* [ACTIVITY]:
All that is asked is a faithful reproduction of the entries.

* [SUPPLIED MATERIAL]:

------------------------------

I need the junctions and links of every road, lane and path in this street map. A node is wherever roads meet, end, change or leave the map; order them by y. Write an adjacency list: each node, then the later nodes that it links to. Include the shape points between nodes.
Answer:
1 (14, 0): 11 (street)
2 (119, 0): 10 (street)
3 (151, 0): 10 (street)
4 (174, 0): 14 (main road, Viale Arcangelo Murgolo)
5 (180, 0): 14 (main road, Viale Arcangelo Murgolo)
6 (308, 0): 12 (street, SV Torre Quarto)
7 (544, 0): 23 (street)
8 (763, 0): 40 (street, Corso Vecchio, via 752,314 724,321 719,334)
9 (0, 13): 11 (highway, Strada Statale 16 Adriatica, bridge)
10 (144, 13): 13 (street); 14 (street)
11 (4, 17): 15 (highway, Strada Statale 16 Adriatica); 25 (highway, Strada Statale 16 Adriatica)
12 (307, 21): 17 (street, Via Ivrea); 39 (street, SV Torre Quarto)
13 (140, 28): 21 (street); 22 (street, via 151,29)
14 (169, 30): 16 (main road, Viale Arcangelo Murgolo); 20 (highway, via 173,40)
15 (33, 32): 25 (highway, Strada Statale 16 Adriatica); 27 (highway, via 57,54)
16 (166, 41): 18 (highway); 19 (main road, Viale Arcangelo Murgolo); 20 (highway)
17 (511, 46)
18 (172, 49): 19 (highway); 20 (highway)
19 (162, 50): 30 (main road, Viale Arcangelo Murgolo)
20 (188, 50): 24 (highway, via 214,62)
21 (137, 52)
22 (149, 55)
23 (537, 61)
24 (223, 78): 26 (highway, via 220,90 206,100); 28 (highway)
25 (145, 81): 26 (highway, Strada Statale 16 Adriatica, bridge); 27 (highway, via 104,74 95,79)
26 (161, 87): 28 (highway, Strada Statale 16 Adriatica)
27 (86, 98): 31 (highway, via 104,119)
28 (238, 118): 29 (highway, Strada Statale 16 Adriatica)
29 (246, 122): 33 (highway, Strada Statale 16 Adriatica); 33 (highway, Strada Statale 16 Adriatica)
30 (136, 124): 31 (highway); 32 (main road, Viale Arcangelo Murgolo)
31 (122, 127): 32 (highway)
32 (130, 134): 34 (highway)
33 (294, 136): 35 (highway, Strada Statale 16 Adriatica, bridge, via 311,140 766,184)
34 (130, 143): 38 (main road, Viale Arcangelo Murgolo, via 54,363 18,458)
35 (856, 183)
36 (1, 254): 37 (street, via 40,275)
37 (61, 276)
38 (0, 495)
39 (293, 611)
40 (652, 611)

------------------------------

* [ANSWER SPACE]:
I need the junctions and links of every road, lane and path in this street map. A node is wherever roads meet, end, change or leave the map; order them by y. Write an adjacency list: each node, then the later nodes that it links to. Include the shape points between nodes.
Answer:
1 (14, 0): 11 (street)
2 (119, 0): 10 (street)
3 (151, 0): 10 (street)
4 (174, 0): 14 (main road, Viale Arcangelo Murgolo)
5 (180, 0): 14 (main road, Viale Arcangelo Murgolo)
6 (308, 0): 12 (street, SV Torre Quarto)
7 (544, 0): 23 (street)
8 (763, 0): 40 (street, Corso Vecchio, via 752,314 724,321 719,334)
9 (0, 13): 11 (highway, Strada Statale 16 Adriatica, bridge)
10 (144, 13): 13 (street); 14 (street)
11 (4, 17): 15 (highway, Strada Statale 16 Adriatica); 25 (highway, Strada Statale 16 Adriatica)
12 (307, 21): 17 (street, Via Ivrea); 39 (street, SV Torre Quarto)
13 (140, 28): 21 (street); 22 (street, via 151,29)
14 (169, 30): 16 (main road, Viale Arcangelo Murgolo); 20 (highway, via 173,40)
15 (33, 32): 25 (highway, Strada Statale 16 Adriatica); 27 (highway, via 57,54)
16 (166, 41): 18 (highway); 19 (main road, Viale Arcangelo Murgolo); 20 (highway)
17 (511, 46)
18 (172, 49): 19 (highway); 20 (highway)
19 (162, 50): 30 (main road, Viale Arcangelo Murgolo)
20 (188, 50): 24 (highway, via 214,62)
21 (137, 52)
22 (149, 55)
23 (537, 61)
24 (223, 78): 26 (highway, via 220,90 206,100); 28 (highway)
25 (145, 81): 26 (highway, Strada Statale 16 Adriatica, bridge); 27 (highway, via 104,74 95,79)
26 (161, 87): 28 (highway, Strada Statale 16 Adriatica)
27 (86, 98): 31 (highway, via 104,119)
28 (238, 118): 29 (highway, Strada Statale 16 Adriatica)
29 (246, 122): 33 (highway, Strada Statale 16 Adriatica); 33 (highway, Strada Statale 16 Adriatica)
30 (136, 124): 31 (highway); 32 (main road, Viale Arcangelo Murgolo)
31 (122, 127): 32 (highway)
32 (130, 134): 34 (highway)
33 (294, 136): 35 (highway, Strada Statale 16 Adriatica, bridge, via 311,140 766,184)
34 (130, 143): 38 (main road, Viale Arcangelo Murgolo, via 54,363 18,458)
35 (856, 183)
36 (1, 254): 37 (street, via 40,275)
37 (61, 276)
38 (0, 495)
39 (293, 611)
40 (652, 611)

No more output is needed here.